* [About this exercise]
All records are to be restated word for word, with pictures excluded.

* [Input material]
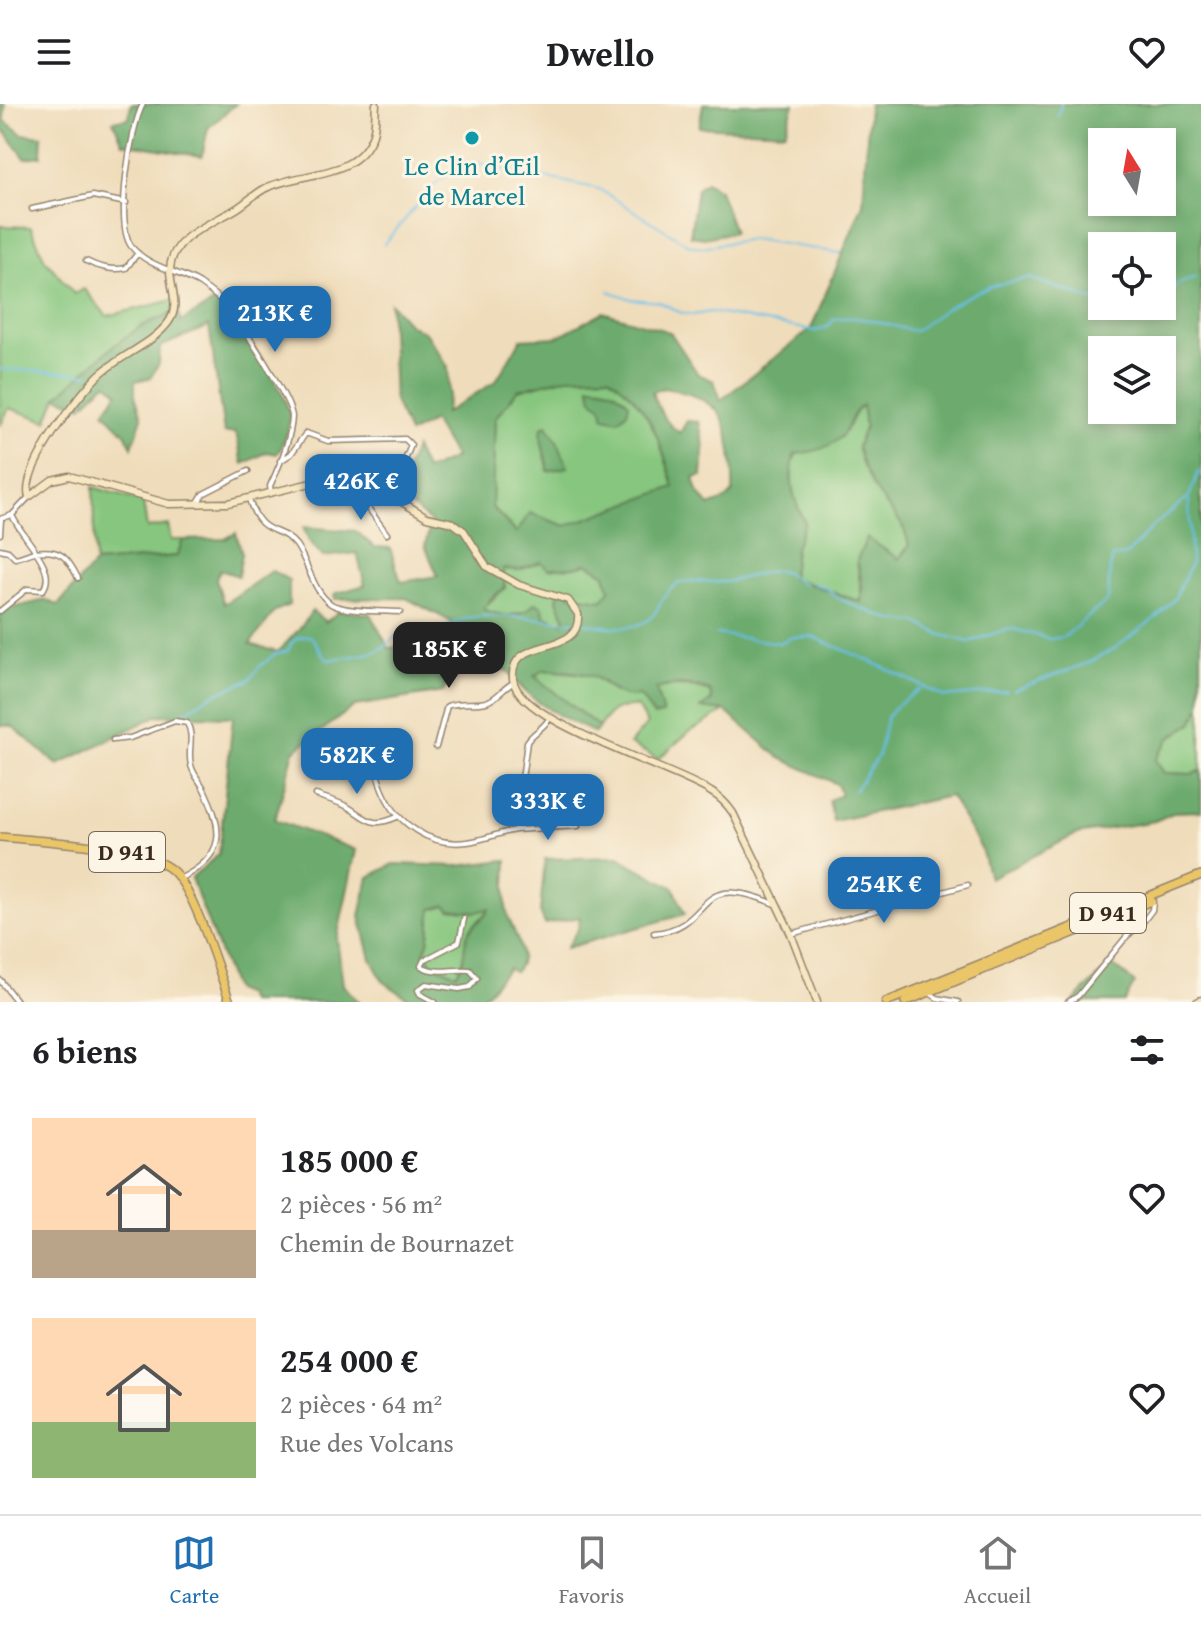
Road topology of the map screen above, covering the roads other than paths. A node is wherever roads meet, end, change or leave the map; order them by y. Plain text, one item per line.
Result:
1 (143, 104) edge
2 (376, 104) edge
3 (126, 203) junction
4 (32, 209) dead end
5 (138, 253) junction
6 (86, 261) dead end
7 (170, 271) junction
8 (280, 461) junction
9 (248, 471) dead end
10 (271, 493) junction
11 (384, 494) junction
12 (29, 497) junction
13 (361, 498) junction
14 (249, 499) junction
15 (197, 504) junction
16 (12, 515) junction
17 (1, 519) edge
18 (0, 534) edge
19 (387, 534) dead end
20 (0, 549) edge
21 (37, 552) junction
22 (78, 578) dead end
23 (0, 611) edge
24 (400, 612) dead end
25 (513, 683) junction
26 (550, 717) junction
27 (113, 740) dead end
28 (436, 747) dead end
29 (372, 749) dead end
30 (316, 795) dead end
31 (397, 817) junction
32 (578, 826) dead end
33 (515, 830) junction
34 (0, 837) edge
35 (1201, 878) edge
36 (179, 879) junction
37 (968, 885) dead end
38 (1152, 898) junction
39 (777, 905) junction
40 (464, 919) dead end
41 (654, 933) dead end
42 (791, 934) junction
43 (0, 980) edge
44 (926, 990) junction
45 (17, 1002) edge
46 (230, 1002) edge
47 (435, 1002) edge
48 (817, 1002) edge
49 (886, 1002) edge
50 (905, 1002) edge
51 (958, 1002) edge
52 (1068, 1002) edge

1 - 3 street
2 - 7 street
3 - 4 street
3 - 5 street
5 - 6 street
5 - 7 street
7 - 8 street
7 - 12 street
8 - 10 street
8 - 11 street
9 - 15 street
10 - 13 street
10 - 14 street
11 - 13 street
11 - 25 street
12 - 15 street
12 - 16 street
13 - 19 street
14 - 15 street
14 - 24 street
16 - 17 street
16 - 21 street
17 - 18 street
20 - 21 street
21 - 22 street
21 - 23 street
25 - 26 street
25 - 28 street
26 - 33 street
26 - 39 street
27 - 36 street
29 - 31 street
30 - 31 street
31 - 33 street
32 - 33 street
34 - 36 main road, D 941
35 - 38 main road, D 941
36 - 46 main road, D 941
37 - 42 street
38 - 44 main road, D 941
38 - 52 street
39 - 41 street
39 - 42 street
40 - 47 street
42 - 48 street
43 - 45 street
44 - 49 main road, D 941
44 - 50 main road, D 941
44 - 51 street

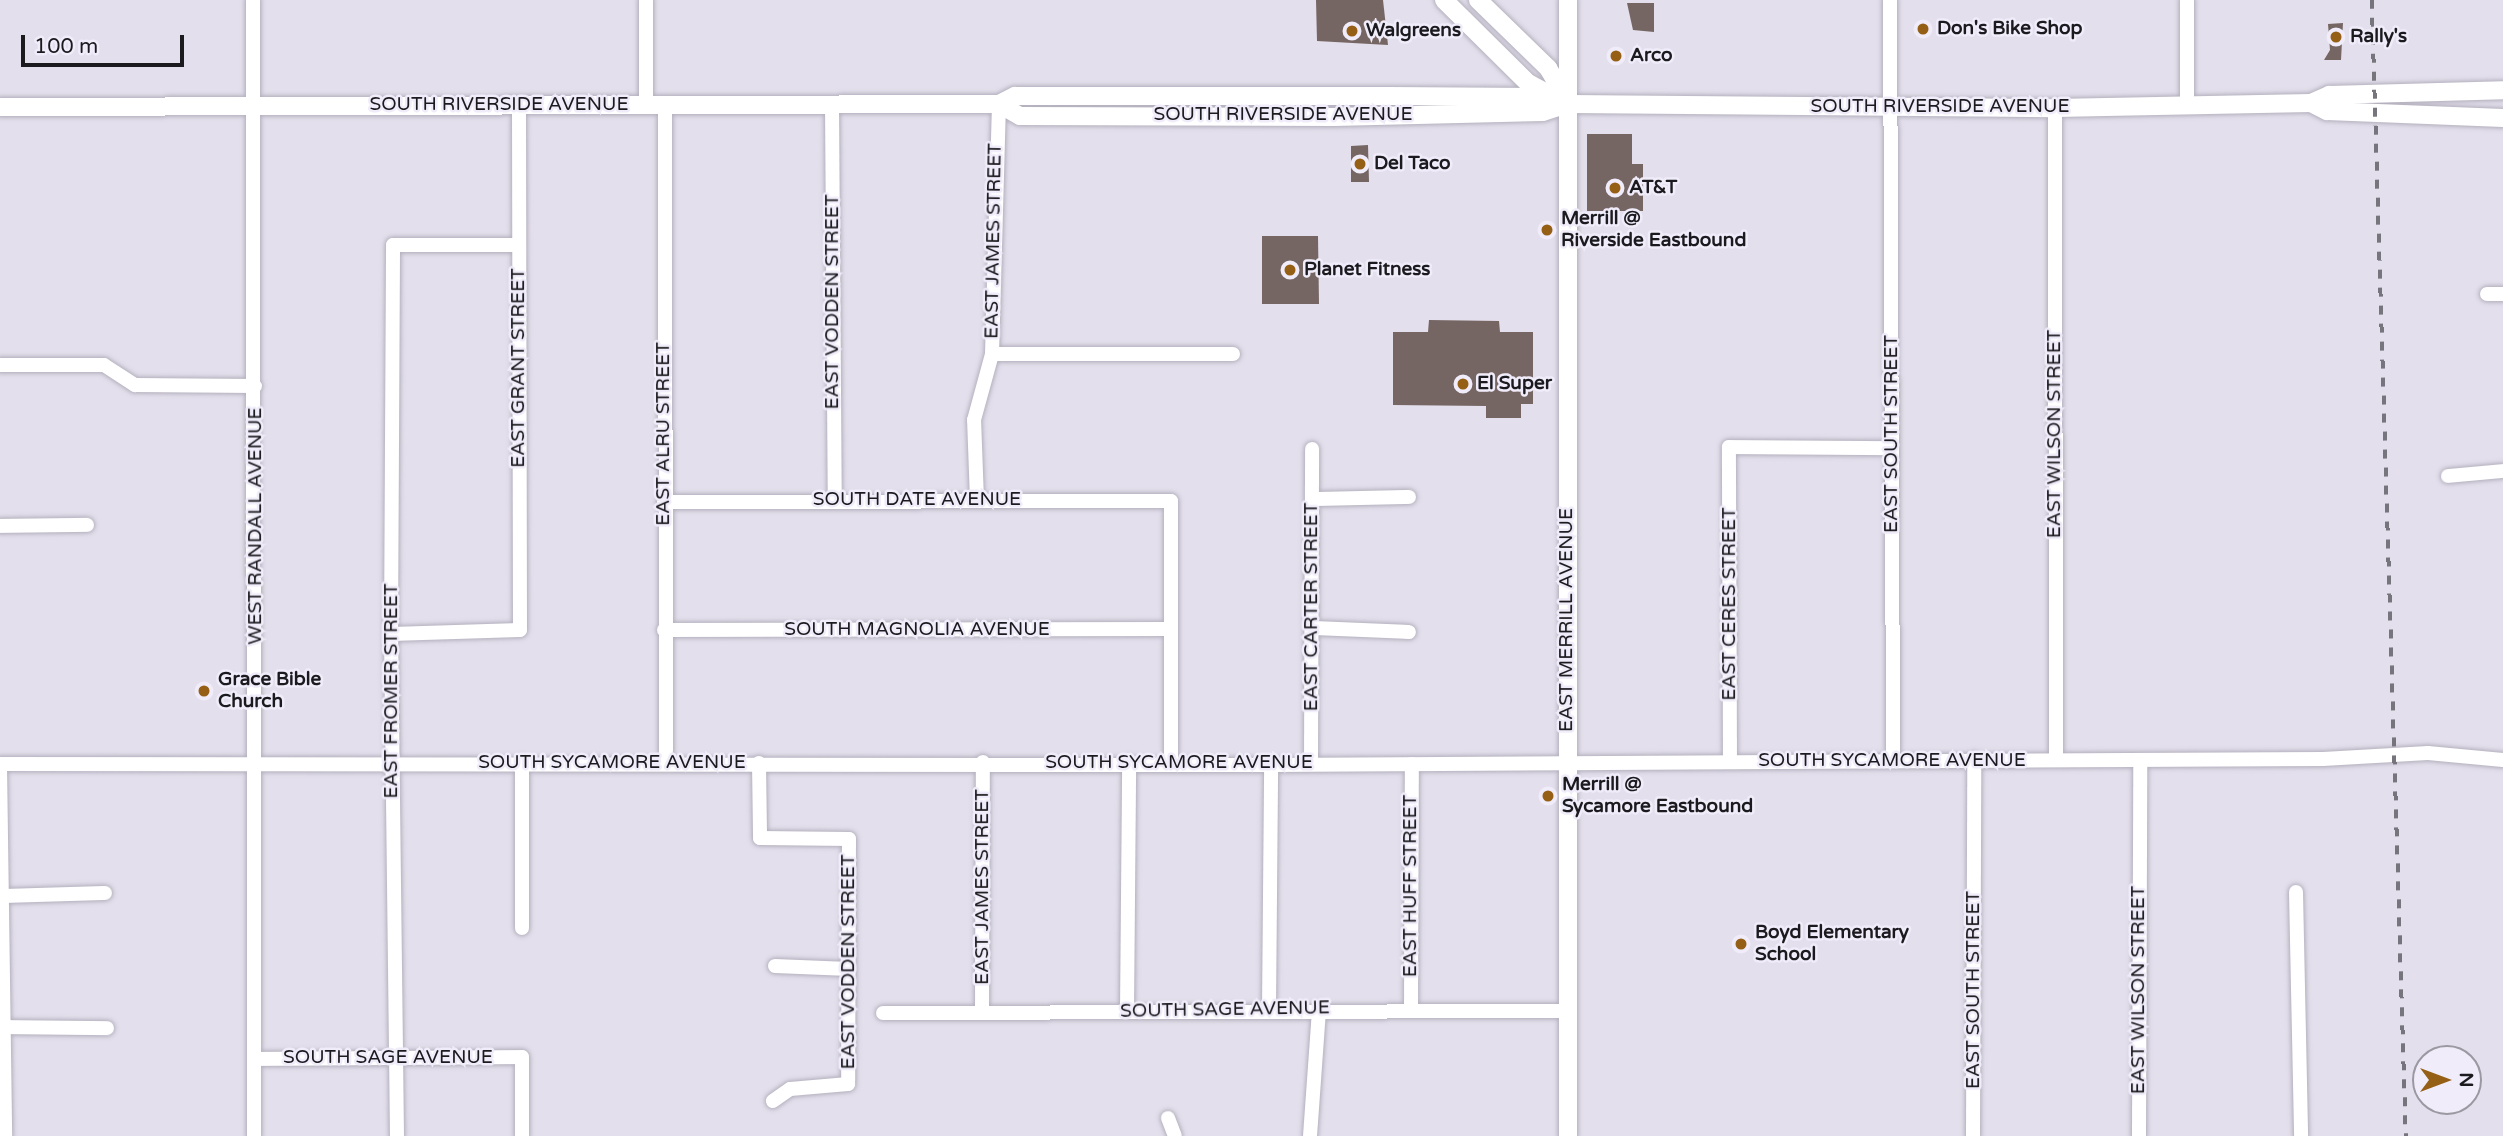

* [Task result]
Road topology of the map screen above, covering the roads other than paths. A node is wherever roads meet, end, change or leave the map; order them by y. Plain text, one item per line.
Result:
1 (143, 104) edge
2 (376, 104) edge
3 (126, 203) junction
4 (32, 209) dead end
5 (138, 253) junction
6 (86, 261) dead end
7 (170, 271) junction
8 (280, 461) junction
9 (248, 471) dead end
10 (271, 493) junction
11 (384, 494) junction
12 (29, 497) junction
13 (361, 498) junction
14 (249, 499) junction
15 (197, 504) junction
16 (12, 515) junction
17 (1, 519) edge
18 (0, 534) edge
19 (387, 534) dead end
20 (0, 549) edge
21 (37, 552) junction
22 (78, 578) dead end
23 (0, 611) edge
24 (400, 612) dead end
25 (513, 683) junction
26 (550, 717) junction
27 (113, 740) dead end
28 (436, 747) dead end
29 (372, 749) dead end
30 (316, 795) dead end
31 (397, 817) junction
32 (578, 826) dead end
33 (515, 830) junction
34 (0, 837) edge
35 (1201, 878) edge
36 (179, 879) junction
37 (968, 885) dead end
38 (1152, 898) junction
39 (777, 905) junction
40 (464, 919) dead end
41 (654, 933) dead end
42 (791, 934) junction
43 (0, 980) edge
44 (926, 990) junction
45 (17, 1002) edge
46 (230, 1002) edge
47 (435, 1002) edge
48 (817, 1002) edge
49 (886, 1002) edge
50 (905, 1002) edge
51 (958, 1002) edge
52 (1068, 1002) edge

1 - 3 street
2 - 7 street
3 - 4 street
3 - 5 street
5 - 6 street
5 - 7 street
7 - 8 street
7 - 12 street
8 - 10 street
8 - 11 street
9 - 15 street
10 - 13 street
10 - 14 street
11 - 13 street
11 - 25 street
12 - 15 street
12 - 16 street
13 - 19 street
14 - 15 street
14 - 24 street
16 - 17 street
16 - 21 street
17 - 18 street
20 - 21 street
21 - 22 street
21 - 23 street
25 - 26 street
25 - 28 street
26 - 33 street
26 - 39 street
27 - 36 street
29 - 31 street
30 - 31 street
31 - 33 street
32 - 33 street
34 - 36 main road, D 941
35 - 38 main road, D 941
36 - 46 main road, D 941
37 - 42 street
38 - 44 main road, D 941
38 - 52 street
39 - 41 street
39 - 42 street
40 - 47 street
42 - 48 street
43 - 45 street
44 - 49 main road, D 941
44 - 50 main road, D 941
44 - 51 street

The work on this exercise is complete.